Again, this policy is easy to understand. If the unemployed get a hold of the hiring manager’s name, they could conceivably find contact information and, taking the persistence message too much to heart, spam his inbox or call his direct line. Still, the sharp dividing line sets up a situation in which the unemployed person is not only unimportant but actively repugnant in her desperation; on the other end, the employer is not only important but inaccessible and godlike. Unlike the dynamic between expert and (potential) novice, in which the job seeker’s inexperience is noted but her person is respected, the servile job seeker now lacks the possibility of unprompted communication with her potential employer, is sometimes blocked from finding his name, can’t expect to occupy the manager’s mind even when she is scheduled to do so, and is unlikely to receive a notice of rejection.
While inequality is built into the position of one who willingly serves (I never felt slighted, for example, as a barista), the job seeker is mired in a system that is inescapable, and it is only by a feat of unusual empathy that she is extended an olive branch of respect. I recall being shocked after one interview for an ideal position as a music reporter—back in Colorado, again—when the interviewer not only called (called!) to let me down, but offered to recommend me as a freelancer for someone else. Even as he was rejecting me, his humanity in taking the time to reach out provided a much-needed and invigorating jolt to my self-esteem.
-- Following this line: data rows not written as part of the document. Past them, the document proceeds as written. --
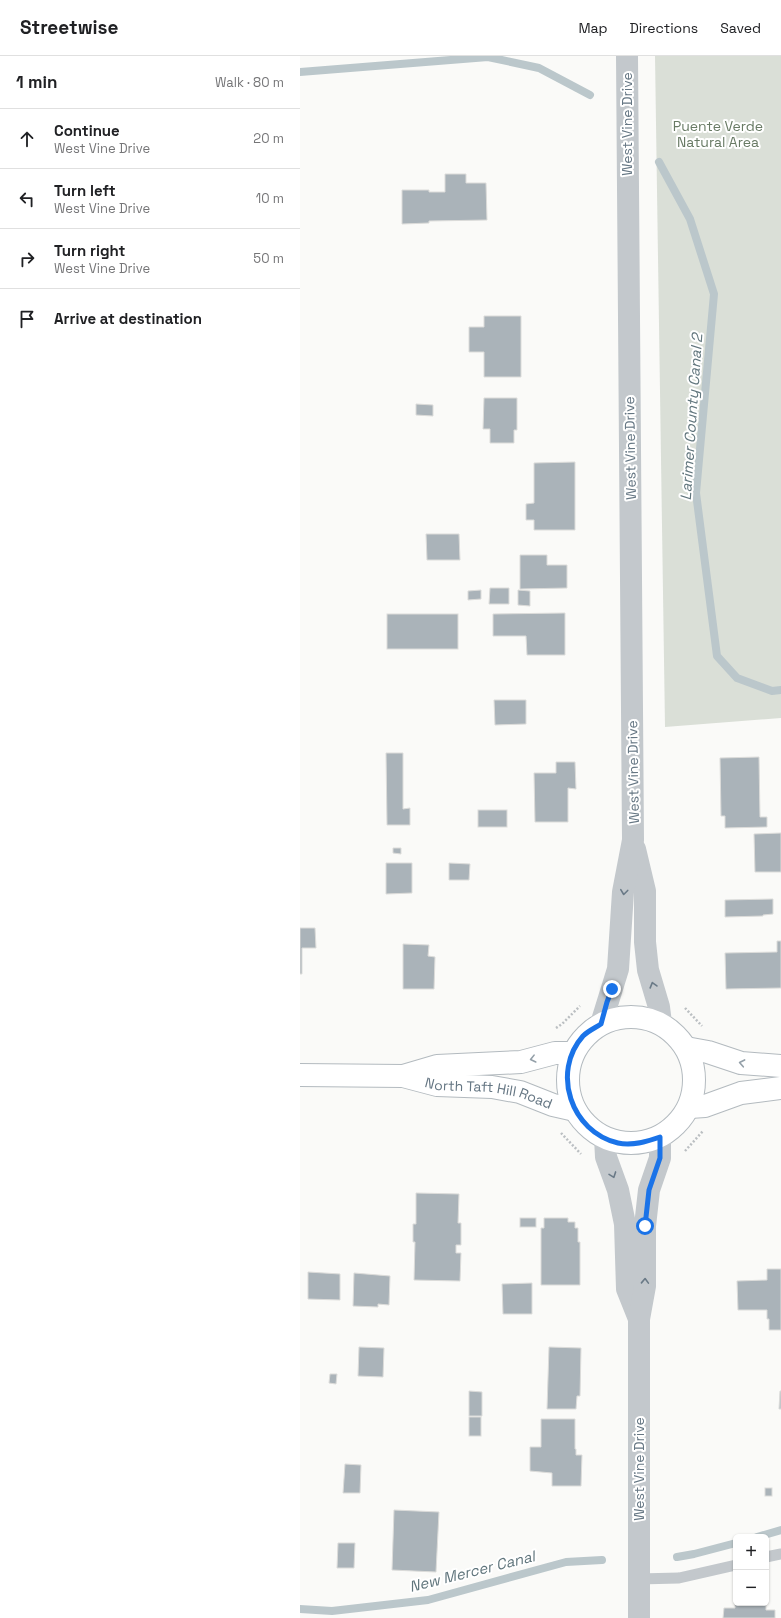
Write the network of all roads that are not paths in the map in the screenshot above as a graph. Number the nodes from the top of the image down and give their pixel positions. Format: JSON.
{"nodes":[{"id":1,"x":627,"y":56,"type":"edge"},
{"id":2,"x":633,"y":840,"type":"junction"},
{"id":3,"x":661,"y":1023,"type":"junction"},
{"id":4,"x":601,"y":1024,"type":"junction"},
{"id":5,"x":686,"y":1048,"type":"junction"},
{"id":6,"x":572,"y":1053,"type":"junction"},
{"id":7,"x":781,"y":1066,"type":"edge"},
{"id":8,"x":300,"y":1075,"type":"edge"},
{"id":9,"x":403,"y":1076,"type":"junction"},
{"id":10,"x":781,"y":1088,"type":"edge"},
{"id":11,"x":690,"y":1107,"type":"junction"},
{"id":12,"x":575,"y":1110,"type":"junction"},
{"id":13,"x":660,"y":1137,"type":"junction"},
{"id":14,"x":605,"y":1138,"type":"junction"},
{"id":15,"x":639,"y":1319,"type":"junction"},
{"id":16,"x":781,"y":1554,"type":"edge"},
{"id":17,"x":769,"y":1556,"type":"edge"},
{"id":18,"x":733,"y":1566,"type":"edge"},
{"id":19,"x":638,"y":1579,"type":"junction"},
{"id":20,"x":639,"y":1618,"type":"edge"}],
"edges":[{"from":1,"to":2,"type":"street","name":"West Vine Drive"},
{"from":3,"to":2,"type":"street","name":"West Vine Drive","one_way":true},
{"from":2,"to":4,"type":"street","name":"West Vine Drive","one_way":true},
{"from":3,"to":4,"type":"main road"},
{"from":3,"to":5,"type":"main road"},
{"from":4,"to":6,"type":"main road"},
{"from":7,"to":5,"type":"main road","one_way":true},
{"from":5,"to":11,"type":"main road"},
{"from":6,"to":9,"type":"main road","name":"North Taft Hill Road","one_way":true},
{"from":6,"to":12,"type":"main road"},
{"from":8,"to":9,"type":"main road","name":"North Taft Hill Road"},
{"from":9,"to":12,"type":"main road","name":"North Taft Hill Road"},
{"from":10,"to":11,"type":"main road"},
{"from":11,"to":13,"type":"main road"},
{"from":12,"to":14,"type":"main road"},
{"from":13,"to":14,"type":"main road"},
{"from":15,"to":13,"type":"street","name":"West Vine Drive","one_way":true},
{"from":14,"to":15,"type":"street","name":"West Vine Drive","one_way":true},
{"from":15,"to":19,"type":"street","name":"West Vine Drive"},
{"from":16,"to":17,"type":"lane"},
{"from":18,"to":19,"type":"lane"},
{"from":19,"to":20,"type":"street","name":"West Vine Drive"}]}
Energizing though it was, the experience was one of the few blips in an otherwise unresponsive year. When I came on as an intern at a think tank in D.C., many of the other interns were students at universities in the area. But several of us were schmucky degree-holders, feeling comparatively old, immobilized and desperate. Without exception, we came from other cities. Living off a generous but weary parent donation or off our own savings, we worked for free to buy time while we continued to look for paid jobs. The training was minimal and our positions were designed to support research assistants, who were our age. Over the course of three months, I spoke to my supervisor exactly twice. During my exit interview I spoke to the HR person, whom I’d sat next to at lunch many times, about my interest in a position. The research assistant reassured me I’d have a good shot. My supervisor promised to speak on my behalf.
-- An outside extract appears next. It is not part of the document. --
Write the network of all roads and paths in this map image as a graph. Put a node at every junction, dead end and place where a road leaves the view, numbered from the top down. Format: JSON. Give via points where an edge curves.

A few months and several applications later, I was supporting myself on just above minimum wage at a bookstore. The think tank had gone into radio silence. Meanwhile, with each application that I sent out, I began to feel a little more annoying.
●
My status-conscious anxiety wasn’t just an extension of my self-conscious hardwiring or even HR reinforcement; twenty-somethings are the generation that currently dominates the public eye, and quite literally everyone has an opinion on young, unemployed post-grads. In August 2010, the New York Times Magazine published the lengthy feature “What Is It About 20-Somethings?” In February 2011, the Wall Street Journal’s Kay S. Hymowitz declared twenty-something men to be stuck in a hybrid child-adult purgatory she termed “pre-adulthood” in “Where Have the Good Men Gone?” Around the same time, Fast Company took a different approach with “Why Bashing Millennials is Wrong,” which cleared the air just in case Millennials didn’t know they were near-universally despised. Even this “defense” was a bit of a double-edged sword. The article’s author accepts all of the accusations against Millennials—laziness, fickleness, the sense of entitlement—she just believes these traits can be positively exploited. One year later, New York Magazine continued the conversation with “The Kids Are Actually Sort of Alright,” in which a twenty- something grants that Millennials are “entitled” and “self-absorbed” but points out that at least we’re doing as well as we can under the circumstances. It isn’t a spectacularly rousing argument.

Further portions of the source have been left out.